LA CASA: LUOGO DI RIVELAZIONE DELL’INVISIBILE
La Scrittura inizia con la lettera ebraica b (bet), radice dell’espressione ‘casa’: la tradizione rabbinica sostiene che ciò comunichi il desiderio di Dio di donare un’abitazione all’umanità fin dal principio. Molti brani biblici accostano il Creatore ad un architetto o ad un costruttore di case (Gb 38,4-10; Pr 8,30; Is 45,18; Is 62,5). Tutta la Parola di Dio ci consegna molti elementi legati al senso della ‘casa’ e dell’‘abitare’: primo fra tutti il fatto che essa sia luogo di rivelazione e di salvezza per la persona.

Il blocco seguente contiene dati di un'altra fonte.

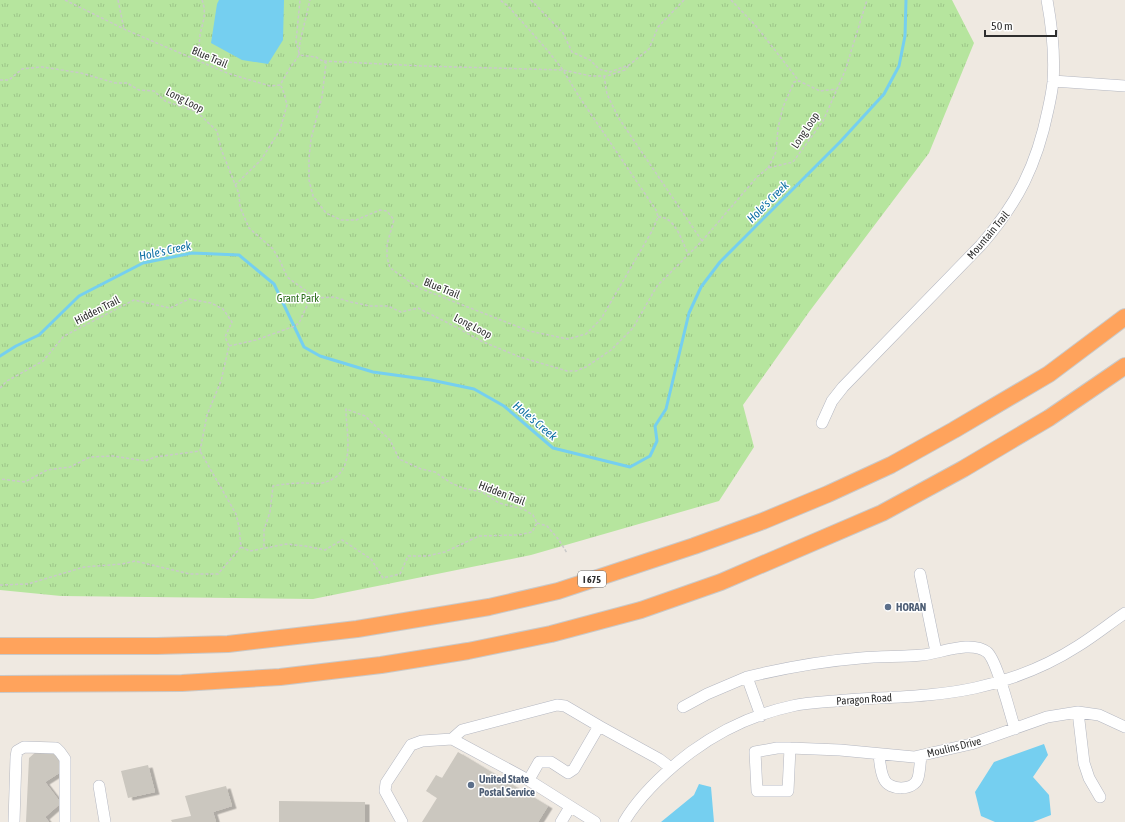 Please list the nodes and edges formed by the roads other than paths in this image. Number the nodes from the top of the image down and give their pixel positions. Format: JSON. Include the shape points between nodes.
{"nodes":[{"id":1,"x":1047,"y":0,"type":"edge"},
{"id":2,"x":1053,"y":81,"type":"junction"},
{"id":3,"x":1125,"y":86,"type":"edge"},
{"id":4,"x":1125,"y":317,"type":"edge"},
{"id":5,"x":1125,"y":366,"type":"edge"},
{"id":6,"x":822,"y":423,"type":"dead end"},
{"id":7,"x":920,"y":574,"type":"dead end"},
{"id":8,"x":1125,"y":613,"type":"edge"},
{"id":9,"x":0,"y":646,"type":"edge"},
{"id":10,"x":936,"y":652,"type":"junction"},
{"id":11,"x":747,"y":676,"type":"junction"},
{"id":12,"x":1001,"y":681,"type":"junction"},
{"id":13,"x":0,"y":684,"type":"edge"},
{"id":14,"x":683,"y":707,"type":"dead end"},
{"id":15,"x":1078,"y":712,"type":"junction"},
{"id":16,"x":761,"y":716,"type":"junction"},
{"id":17,"x":599,"y":726,"type":"junction"},
{"id":18,"x":1125,"y":727,"type":"edge"},
{"id":19,"x":1015,"y":729,"type":"junction"},
{"id":20,"x":452,"y":739,"type":"junction"},
{"id":21,"x":790,"y":748,"type":"junction"},
{"id":22,"x":880,"y":754,"type":"junction"},
{"id":23,"x":921,"y":756,"type":"junction"},
{"id":24,"x":671,"y":768,"type":"junction"},
{"id":25,"x":530,"y":781,"type":"junction"},
{"id":26,"x":98,"y":786,"type":"dead end"},
{"id":27,"x":1100,"y":797,"type":"dead end"},
{"id":28,"x":570,"y":807,"type":"junction"},
{"id":29,"x":587,"y":820,"type":"edge"},
{"id":30,"x":14,"y":822,"type":"edge"},
{"id":31,"x":65,"y":822,"type":"edge"},
{"id":32,"x":105,"y":822,"type":"edge"},
{"id":33,"x":402,"y":822,"type":"edge"},
{"id":34,"x":562,"y":822,"type":"edge"},
{"id":35,"x":624,"y":822,"type":"edge"}],
"edges":[{"from":1,"to":2,"type":"street","name":"Mountain Trail","via":[[1053,41]]},
{"from":2,"to":3,"type":"street"},
{"from":2,"to":6,"type":"street","name":"Mountain Trail","via":[[1043,133],[1032,167],[996,229],[848,382],[832,401]]},
{"from":4,"to":9,"type":"highway","number":"I 675","via":[[1049,374],[892,465],[763,521],[558,590],[489,607],[358,629],[228,644]]},
{"from":5,"to":13,"type":"highway","via":[[1050,418],[882,513],[721,582],[641,610],[551,634],[468,650],[381,665],[280,677],[182,683]]},
{"from":7,"to":10,"type":"street"},
{"from":8,"to":12,"type":"street","name":"Paragon Road","via":[[1054,659]]},
{"from":10,"to":11,"type":"street","via":[[855,658],[786,667]]},
{"from":10,"to":12,"type":"street","via":[[968,646],[980,647],[988,653]]},
{"from":11,"to":14,"type":"street"},
{"from":11,"to":16,"type":"street"},
{"from":12,"to":16,"type":"street","name":"Paragon Road","via":[[956,691],[793,706]]},
{"from":12,"to":19,"type":"street"},
{"from":15,"to":18,"type":"street","name":"Moulins Drive","via":[[1099,715]]},
{"from":15,"to":19,"type":"street","name":"Moulins Drive","via":[[1047,716]]},
{"from":15,"to":27,"type":"street","via":[[1084,763]]},
{"from":16,"to":24,"type":"street","name":"Paragon Road","via":[[720,733]]},
{"from":17,"to":20,"type":"street","via":[[565,706],[557,705],[462,730]]},
{"from":17,"to":24,"type":"street"},
{"from":17,"to":25,"type":"street","via":[[574,769],[568,773],[551,762],[539,762]]},
{"from":19,"to":23,"type":"street","name":"Moulins Drive","via":[[971,744]]},
{"from":20,"to":25,"type":"street"},
{"from":20,"to":33,"type":"street","via":[[422,741],[411,745],[386,783],[385,792]]},
{"from":21,"to":21,"type":"street","name":"Moulins Drive","via":[[756,752],[757,791],[788,791]]},
{"from":21,"to":22,"type":"street","name":"Moulins Drive"},
{"from":22,"to":23,"type":"street","name":"Moulins Drive"},
{"from":22,"to":23,"type":"street","via":[[884,781],[898,787],[914,784],[918,778]]},
{"from":24,"to":35,"type":"street","name":"Paragon Road","via":[[648,791]]},
{"from":25,"to":28,"type":"street"},
{"from":26,"to":32,"type":"street"},
{"from":28,"to":29,"type":"street"},
{"from":28,"to":34,"type":"street"},
{"from":30,"to":31,"type":"street","via":[[16,757],[17,751],[24,747],[56,748],[65,759]]}]}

Nei confronti dei Patriarchi Dio non solo dimostra l’importanza della ‘dimora’ per gli uomini e i suoi ‘casati’, ma utilizza l’idea di ‘luogo’ per manifestare la sua identità: «Io sono il Dio di Betel» (Gen 31,13), dove Bet-El (Casa-Dio) costituisce un luogo di riparo e di riposo, in cui avviene l’incontro tra Giacobbe e il Signore (Gen 28,16-17).
La ‘casa’ è una chiave di lettura privilegiata del cammino esodale, tanto è vero che la sintesi operata dall’autore sacro, si esprime con queste parole: «È il sacrificio della Pasqua per il Signore, il quale […] salvò le nostre case» (Es 12,27). La vicenda di Esodo è caratterizzata da una ‘arca-dimora’, in cui sono poste le tavole della legge e in cui risiede la presenza di Dio. Essa, giunti nella Terra Promessa, verrà collocata appunto in Betel (Gdc 20,26-27).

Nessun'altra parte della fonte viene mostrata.